PDF Chatbot – Built a Retrieval-Augmented Generation (RAG) system for answering queries from PDF content with high accuracy. Integrated LangChain with OpenAI and Google Vertex AI for natural language understanding, used Qdrant DB for vector search, and implemented Redis + BullMQ for scalable background processing. Added secure user authentication via Clerk and optimized performance with caching and task decoupling.
- 🔗 Click here to try the PDF Chatbot
⚠️ Note: The server is hosted on Render.com free tier, so please wait 40–50 seconds after uploading your first file for the server to spin up.
- RAG Pipeline – Enables accurate responses using context from uploaded PDFs.
- Multi-LLM Integration – Utilizes LangChain, OpenAI, and Google Vertex AI for enhanced natural language understanding.
- Scalable Backend – Built with Redis and BullMQ for efficient job queue management.
- Vector Search – Implements Qdrant DB for semantic search and quick retrieval of relevant content.
- Secure Authentication – Uses Clerk for user authentication and session management.
- Performance Optimized – Background job processing & caching with Redis for faster responses.
Frontend:
- Next.js – React framework for building the frontend interface.
Backend & Infrastructure:
- Node.js – Backend server.
- Redis – In-memory data store for caching.
- BullMQ – Job queue management.
- Qdrant DB – Vector database for semantic search.
- LangChain – LLM orchestration.
- OpenAI API – Language model integration.
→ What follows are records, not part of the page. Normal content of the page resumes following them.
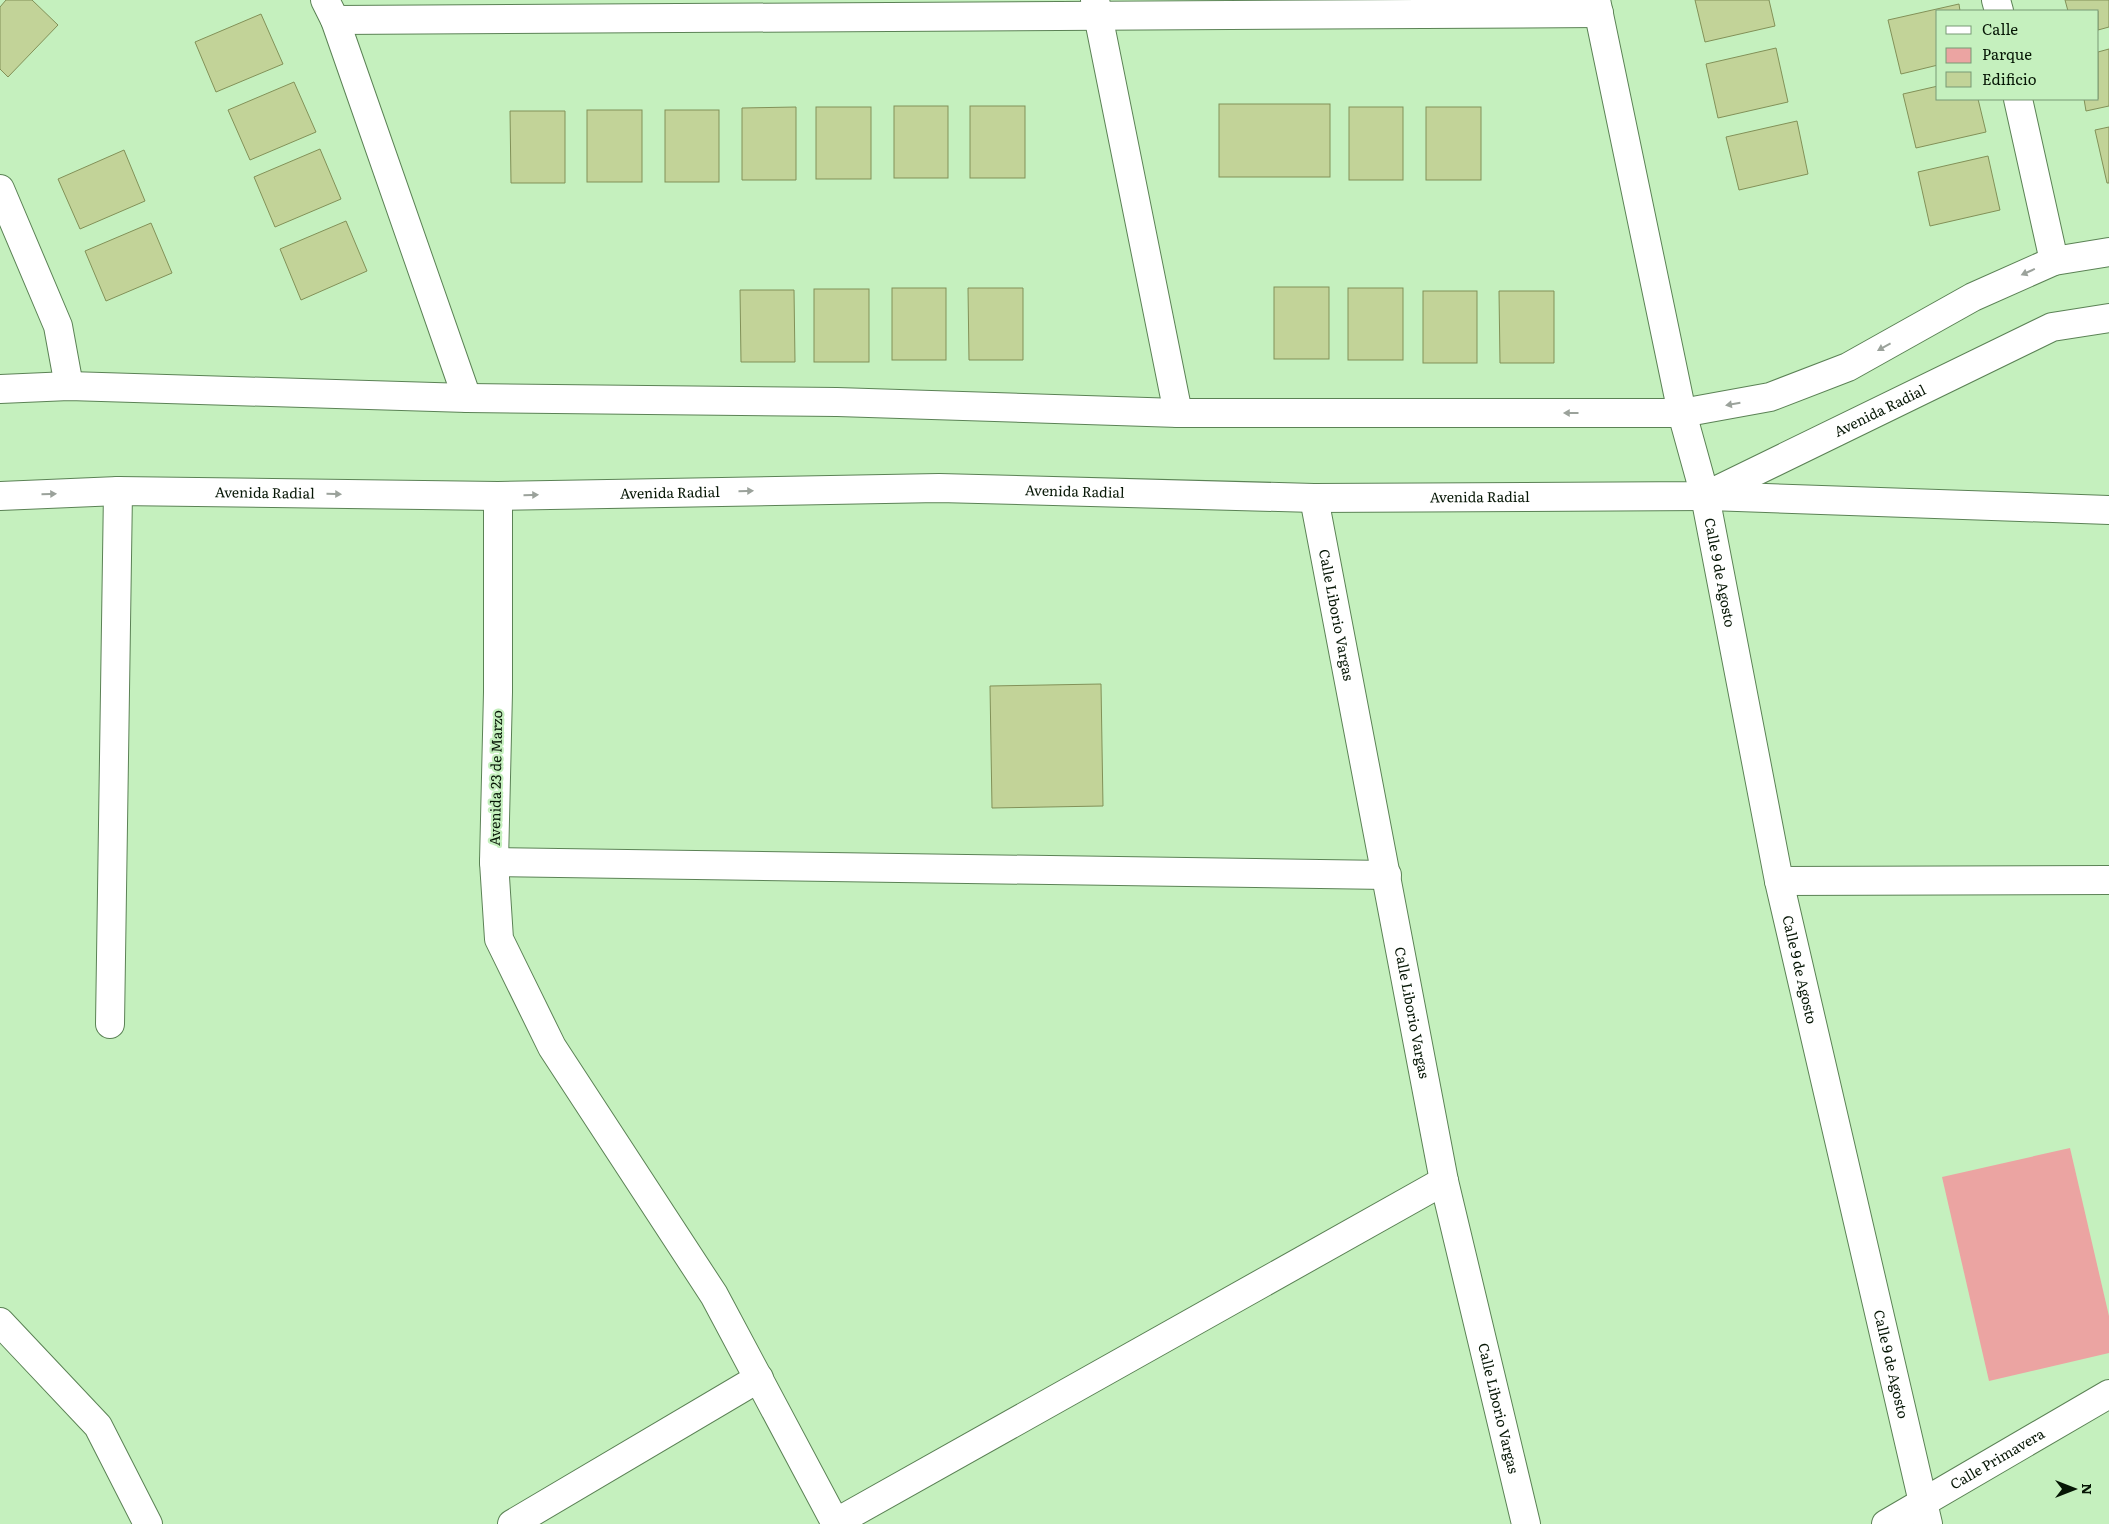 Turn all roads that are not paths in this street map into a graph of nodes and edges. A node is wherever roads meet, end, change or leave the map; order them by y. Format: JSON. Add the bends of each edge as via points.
{"nodes":[{"id":1,"x":1598,"y":6,"type":"edge"},
{"id":2,"x":1096,"y":7,"type":"edge"},
{"id":3,"x":330,"y":10,"type":"edge"},
{"id":4,"x":2018,"y":100,"type":"edge"},
{"id":5,"x":0,"y":188,"type":"edge"},
{"id":6,"x":2109,"y":252,"type":"edge"},
{"id":7,"x":2054,"y":261,"type":"junction"},
{"id":8,"x":2109,"y":318,"type":"edge"},
{"id":9,"x":69,"y":386,"type":"junction"},
{"id":10,"x":0,"y":389,"type":"edge"},
{"id":11,"x":468,"y":398,"type":"junction"},
{"id":12,"x":1178,"y":413,"type":"junction"},
{"id":13,"x":1682,"y":413,"type":"junction"},
{"id":14,"x":118,"y":491,"type":"junction"},
{"id":15,"x":0,"y":496,"type":"edge"},
{"id":16,"x":498,"y":496,"type":"junction"},
{"id":17,"x":1705,"y":496,"type":"junction"},
{"id":18,"x":1314,"y":498,"type":"junction"},
{"id":19,"x":2109,"y":510,"type":"edge"},
{"id":20,"x":494,"y":862,"type":"junction"},
{"id":21,"x":1387,"y":875,"type":"junction"},
{"id":22,"x":2109,"y":880,"type":"edge"},
{"id":23,"x":1779,"y":881,"type":"junction"},
{"id":24,"x":110,"y":1024,"type":"dead end"},
{"id":25,"x":1444,"y":1181,"type":"junction"},
{"id":26,"x":0,"y":1322,"type":"edge"},
{"id":27,"x":758,"y":1378,"type":"junction"},
{"id":28,"x":2109,"y":1394,"type":"edge"},
{"id":29,"x":1925,"y":1514,"type":"edge"},
{"id":30,"x":836,"y":1523,"type":"edge"},
{"id":31,"x":148,"y":1524,"type":"edge"},
{"id":32,"x":512,"y":1524,"type":"edge"},
{"id":33,"x":1526,"y":1524,"type":"edge"},
{"id":34,"x":1886,"y":1524,"type":"edge"}],
"edges":[{"from":1,"to":2,"type":"street"},
{"from":1,"to":13,"type":"street","name":"Calle 9 de Agosto"},
{"from":2,"to":3,"type":"street"},
{"from":2,"to":12,"type":"street"},
{"from":3,"to":11,"type":"street"},
{"from":4,"to":7,"type":"street"},
{"from":5,"to":9,"type":"street","via":[[58,326]]},
{"from":6,"to":7,"type":"street"},
{"from":7,"to":13,"type":"street","one_way":true,"via":[[1973,297],[1848,367],[1770,397]]},
{"from":8,"to":17,"type":"street","name":"Avenida Radial","via":[[2052,326]]},
{"from":9,"to":10,"type":"street"},
{"from":9,"to":11,"type":"street"},
{"from":11,"to":12,"type":"street","via":[[837,402]]},
{"from":13,"to":12,"type":"street","one_way":true},
{"from":13,"to":17,"type":"street","name":"Calle 9 de Agosto"},
{"from":15,"to":14,"type":"street","name":"Avenida Radial","one_way":true},
{"from":14,"to":16,"type":"street","name":"Avenida Radial","one_way":true},
{"from":14,"to":24,"type":"street"},
{"from":16,"to":18,"type":"street","name":"Avenida Radial","one_way":true,"via":[[938,488]]},
{"from":16,"to":20,"type":"street","name":"Avenida 23 de Marzo"},
{"from":17,"to":18,"type":"street","name":"Avenida Radial"},
{"from":17,"to":19,"type":"street"},
{"from":17,"to":23,"type":"street","name":"Calle 9 de Agosto"},
{"from":18,"to":21,"type":"street","name":"Calle Liborio Vargas"},
{"from":20,"to":21,"type":"street"},
{"from":20,"to":27,"type":"street","name":"Avenida 23 de Marzo","via":[[499,939],[552,1047],[714,1295]]},
{"from":21,"to":25,"type":"street","name":"Calle Liborio Vargas"},
{"from":22,"to":23,"type":"street"},
{"from":23,"to":29,"type":"street","name":"Calle 9 de Agosto"},
{"from":25,"to":30,"type":"street"},
{"from":25,"to":33,"type":"street","name":"Calle Liborio Vargas"},
{"from":26,"to":31,"type":"street","via":[[98,1426]]},
{"from":27,"to":30,"type":"street","name":"Avenida 23 de Marzo"},
{"from":27,"to":32,"type":"street"},
{"from":28,"to":29,"type":"street","name":"Calle Primavera"},
{"from":29,"to":34,"type":"street","name":"Calle Primavera"}]}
- Google Vertex AI – Alternative LLM processing.
Authentication:
- Clerk – Authentication and session management.
📦client
┣ 📂app
┃ ┣ 📂components
┃ ┃ ┣ 📂ui
┃ ┃ ┣ 📜chat.jsx
┃ ┃ ┣ 📜dropdown-menu.jsx
┃ ┃ ┣ 📜theme-provider.jsx
┃ ┃ ┣ 📜toggle-theme.jsx
┃ ┃ ┗ 📜upload-file.jsx
┃ ┣ 📂utils
┃ ┃ ┗ 📜freeup-resource.jsx
┃ ┣ 📜favicon.ico
┃ ┣ 📜globals.css
┃ ┣ 📜layout.js
┃ ┗ 📜page.js
┣ 📂lib
┣ 📂public
┣ 📜.env
┣ 📜package-lock.json
┣ 📜package.json
📦server
┣ 📂config
┃ ┣ 📜ai-agent-465405-ccb3e8b3e185.json
┃ ┣ 📜openai.config.js
┃ ┗ 📜qdrantdb.config.js
┣ 📂controllers
┃ ┣ 📜chat.controller.js
┃ ┣ 📜file.controller.js
┃ ┗ 📜vectordb.controller.js
┣ 📂routes
┃ ┣ 📜chat.routes.js
┃ ┣ 📜file.routes.js
┃ ┗ 📜vectordb.routes.js
┣ 📂uploads
┣ 📜.env
┣ 📜.gitignore
┣ 📜app.js
┣ 📜package-lock.json
┣ 📜package.json
┣ 📜redis-connection.js
┗ 📜worker.js
- Clone the repository
git clone https://github.com/your-username/pdf-chatbot.git
cd pdf-chatbot- Install dependencies
Client: npm install
Server: npm install
- Set environment variables Create a .env file in the root directory and add:
QDRANT_URL=<url>
QDRANT_API_KEY=<key>
# OpenAI
GEMINI_API_KEY=<api-key>
BASE_URL="https://generativelanguage.googleapis.com/v1beta/openai/"
# Redis
HOST="redis-host-url"
REDIS_PORT=<port>
REDIS_PASSWORD=<password>
NEXT_PUBLIC_CLERK_PUBLISHABLE_KEY=<> (inside client)
CLERK_SECRET_KEY=<> (inside client)
- Run the development server
Server-> 1. npm run dev 2. npm run dev:worker
Client-> npm run dev
- Upload a PDF – The system ingests and processes it in the background.
- Ask questions – The chatbot retrieves relevant content from the vector database.
- Receive context-aware answers – Powered by LLMs and RAG.
- PDF Upload → Stored temporarily for processing.
- Text Extraction → Extracts text from PDF.
- Vector Embedding → Converts text into embeddings and stores in Qdrant.
- Question Processing → Retrieves relevant chunks using semantic search.
- LLM Query → Passes chunks to LLM for answer generation.
- Response Delivery → Sends answer back to the user.
- Decoupled PDF ingestion using BullMQ background jobs.
- Cached frequent queries using Redis.
- Batched vector inserts to reduce Qdrant API calls.
- All user sessions managed securely with Clerk.
- API routes protected via authentication middleware.